> _WHAT YOU WILL DO_
Restate word for word the lines below from the one that has "thumb cmc: (629, 299)" through the one that has "ring pip: (396, 373)", keeping both and dropping all pictures.
....................
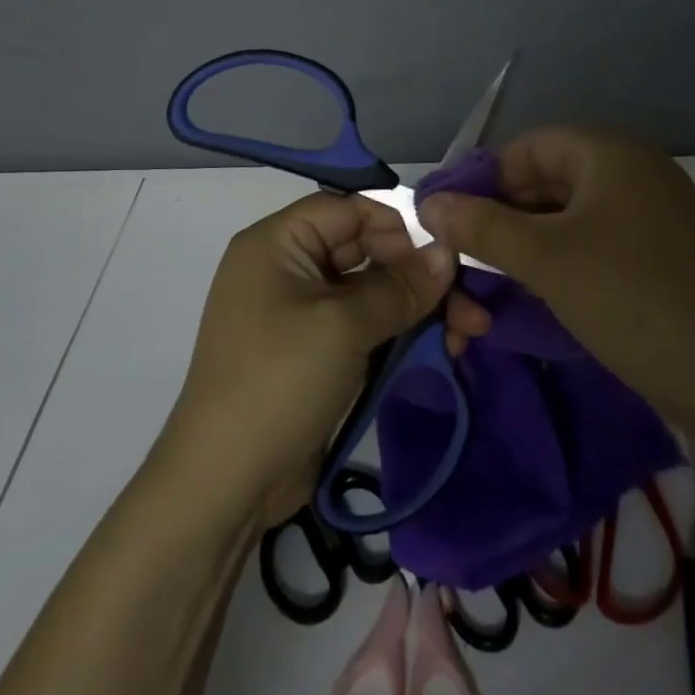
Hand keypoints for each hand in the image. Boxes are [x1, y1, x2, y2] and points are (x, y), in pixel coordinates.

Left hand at [165, 192, 490, 524]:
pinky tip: (442, 348)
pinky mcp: (317, 352)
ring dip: (419, 308)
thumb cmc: (279, 381)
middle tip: (469, 303)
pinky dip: (401, 333)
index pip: (347, 209)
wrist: (225, 484)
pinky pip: (365, 326)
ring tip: (468, 333)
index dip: (397, 225)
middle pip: (365, 250)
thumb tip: (447, 253)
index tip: (443, 253)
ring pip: (372, 292)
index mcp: (277, 243)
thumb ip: (400, 286)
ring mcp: (302, 313)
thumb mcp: (343, 326)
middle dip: (419, 274)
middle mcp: (288, 268)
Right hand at [416, 127, 694, 427]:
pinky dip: (563, 257)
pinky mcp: (664, 254)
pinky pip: (598, 240)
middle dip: (503, 214)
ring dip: (529, 240)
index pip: (530, 145)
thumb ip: (481, 225)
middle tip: (466, 253)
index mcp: (613, 154)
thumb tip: (426, 203)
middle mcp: (637, 172)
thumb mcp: (544, 259)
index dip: (484, 176)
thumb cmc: (629, 299)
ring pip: (572, 214)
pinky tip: (539, 289)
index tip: (450, 216)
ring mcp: (656, 215)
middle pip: (550, 178)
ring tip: (495, 276)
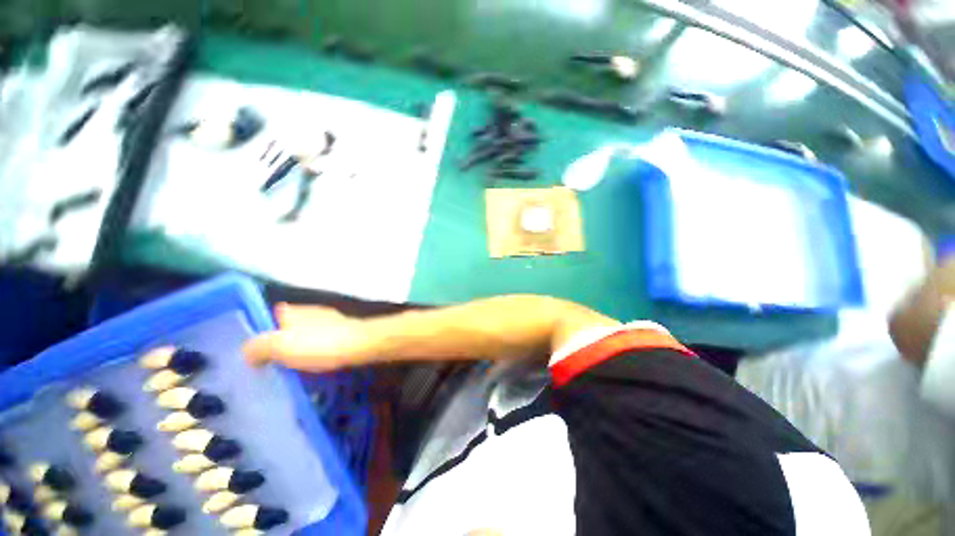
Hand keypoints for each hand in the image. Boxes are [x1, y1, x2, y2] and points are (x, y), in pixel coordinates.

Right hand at [243, 303, 371, 371]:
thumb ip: (258, 347)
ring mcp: (330, 320)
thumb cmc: (319, 344)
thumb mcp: (280, 346)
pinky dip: (316, 351)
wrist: (360, 344)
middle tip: (271, 363)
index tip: (255, 349)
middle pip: (289, 325)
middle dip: (281, 341)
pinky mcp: (344, 332)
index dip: (262, 330)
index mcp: (293, 311)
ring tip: (291, 367)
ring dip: (300, 348)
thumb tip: (248, 353)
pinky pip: (323, 341)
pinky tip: (314, 365)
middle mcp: (311, 312)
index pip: (272, 314)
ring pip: (307, 334)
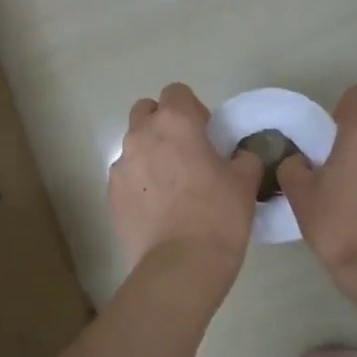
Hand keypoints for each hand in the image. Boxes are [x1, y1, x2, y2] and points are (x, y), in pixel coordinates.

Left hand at [109, 83, 261, 274]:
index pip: (176, 92)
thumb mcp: (245, 181)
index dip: (193, 109)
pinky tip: (158, 207)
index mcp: (175, 122)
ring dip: (150, 153)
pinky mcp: (112, 194)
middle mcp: (141, 135)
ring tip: (172, 185)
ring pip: (134, 144)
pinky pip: (127, 175)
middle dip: (163, 123)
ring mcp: (121, 165)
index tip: (206, 134)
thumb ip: (243, 158)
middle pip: (146, 111)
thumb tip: (238, 156)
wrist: (180, 265)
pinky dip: (140, 181)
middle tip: (186, 152)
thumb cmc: (218, 215)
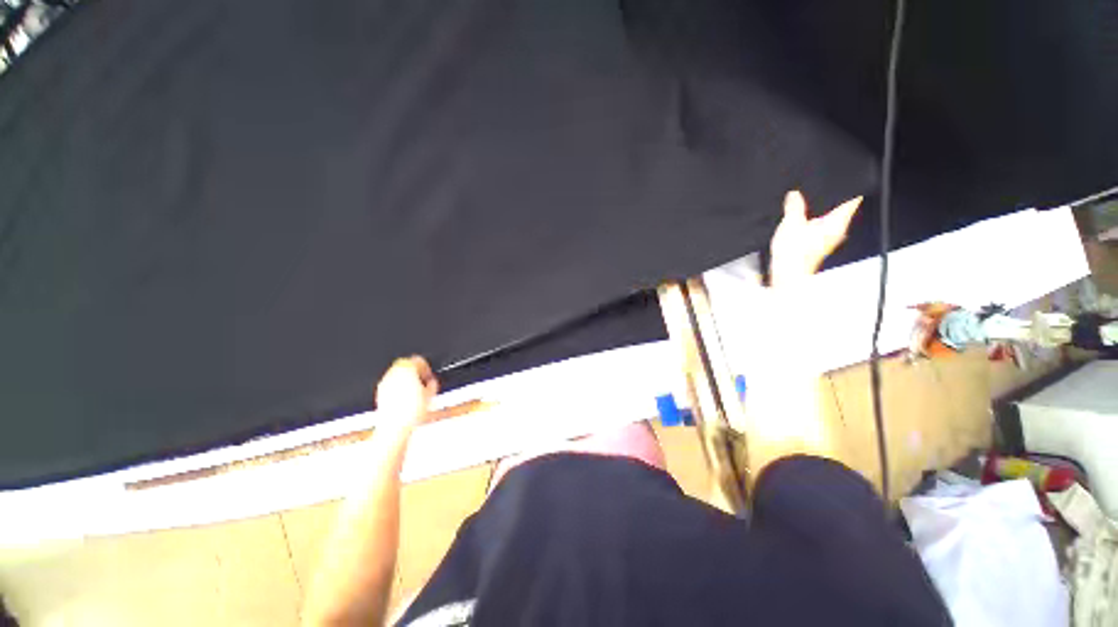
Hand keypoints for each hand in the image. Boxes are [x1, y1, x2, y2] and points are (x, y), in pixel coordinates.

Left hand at [375, 356, 438, 430]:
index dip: (425, 366)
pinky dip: (398, 386)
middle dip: (414, 370)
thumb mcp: (429, 395)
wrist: (394, 427)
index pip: (417, 360)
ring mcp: (385, 383)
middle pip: (404, 364)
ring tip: (414, 388)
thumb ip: (432, 384)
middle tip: (422, 378)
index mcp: (407, 370)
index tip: (428, 374)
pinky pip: (390, 383)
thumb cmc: (411, 412)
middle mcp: (394, 374)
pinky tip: (405, 396)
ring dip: (406, 377)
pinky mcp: (380, 393)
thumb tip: (431, 382)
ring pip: (396, 373)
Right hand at [769, 190, 861, 286]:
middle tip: (814, 195)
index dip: (848, 189)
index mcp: (837, 223)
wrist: (785, 274)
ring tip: (803, 212)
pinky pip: (818, 231)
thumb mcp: (790, 223)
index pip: (852, 200)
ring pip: (828, 221)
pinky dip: (811, 226)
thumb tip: (794, 194)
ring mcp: (828, 240)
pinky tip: (798, 227)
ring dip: (817, 215)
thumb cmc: (793, 254)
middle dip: (828, 202)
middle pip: (839, 210)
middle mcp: (837, 232)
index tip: (841, 182)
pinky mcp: (817, 247)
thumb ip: (794, 206)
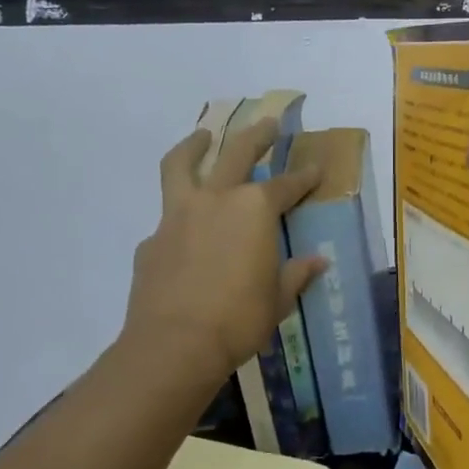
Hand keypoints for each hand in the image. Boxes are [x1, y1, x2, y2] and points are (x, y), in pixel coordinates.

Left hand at [123, 120, 326, 387]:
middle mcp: (217, 200)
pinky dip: (179, 214)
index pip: (287, 185)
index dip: (305, 177)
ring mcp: (178, 216)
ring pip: (182, 166)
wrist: (174, 345)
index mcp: (255, 210)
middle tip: (267, 123)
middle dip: (256, 136)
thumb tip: (317, 262)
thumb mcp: (278, 299)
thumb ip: (295, 274)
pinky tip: (185, 230)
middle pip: (236, 153)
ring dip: (193, 146)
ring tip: (201, 136)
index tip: (316, 168)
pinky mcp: (151, 240)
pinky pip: (167, 217)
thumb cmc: (239, 319)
....................
> _THE ANSWER_
thumb cmc: (629, 299)
ring pip: (572, 214)
pinky tip: (539, 289)
index tip: (450, 216)
ring mcp: (656, 215)
middle pip: (550, 178)
ring tip: (495, 276)
Hand keypoints for each hand in the image. Boxes are [x1, y1, x2, y2] and points are (x, y), in pixel coordinates.

Right hand at [243, 303, 371, 371]:
thumb ip: (258, 347)
ring mcp: (330, 320)
thumb cmc: (319, 344)
thumb mcp: (280, 346)
pinky dip: (316, 351)
wrist: (360, 344)
middle tip: (271, 363)
index tip: (255, 349)
middle pip: (289, 325)
middle dip: (281, 341)
pinky mcp: (344, 332)
index dip: (262, 330)
index mcp: (293, 311)
ring tip: (291, 367)
ring dip: (300, 348)
thumb tip: (248, 353)
pinky pip: (323, 341)
pinky tip: (314, 365)
middle mcp: (311, 312)
index pip: (272, 314)
ring pip: (307, 334)
Hand keypoints for each hand in the image. Boxes are [x1, y1, x2, y2] and points are (x, y), in pixel coordinates.

Left hand at [109, 83, 261, 274]:
index pip: (176, 92)
thumb mcp: (245, 181)
index dip: (193, 109)
pinky tip: (158, 207)
index mcp: (175, 122)
ring dip: (150, 153)
pinky mcp: (112, 194)
middle mcp: (141, 135)
ring tip: (172, 185)
ring pip: (134, 144)
pinky pip: (127, 175)
middle dip: (163, 123)
ring mcp: (121, 165)
index tip: (206, 134)
thumb ip: (243, 158)
middle pip: (146, 111)
thumb tip: (238, 156)
wrist: (180, 265)
pinky dip: (140, 181)
middle tip: (186, 152)
thumb cmc: (218, 215)
Hand keypoints for each hand in the image. Boxes are [x1, y1, x2, y2] and points are (x, y), in pixel coordinates.

Left hand at [375, 356, 438, 430]:
index dip: (425, 366)
pinky dip: (398, 386)
middle dip: (414, 370)
thumb mcp: (429, 395)
wrist: (394, 427)
index pip: (417, 360)
ring mcp: (385, 383)
middle pip: (404, 364)
ring tip: (414, 388)
thumb ip: (432, 384)
middle tip: (422, 378)
index mcp: (407, 370)
index tip: (428, 374)
pinky pip: (390, 383)
thumb cmc: (411, 412)
middle mcp: (394, 374)
pinky tip: (405, 396)
ring dip: (406, 377)
pinky mcp: (380, 393)
thumb tip: (431, 382)
ring pip: (396, 373)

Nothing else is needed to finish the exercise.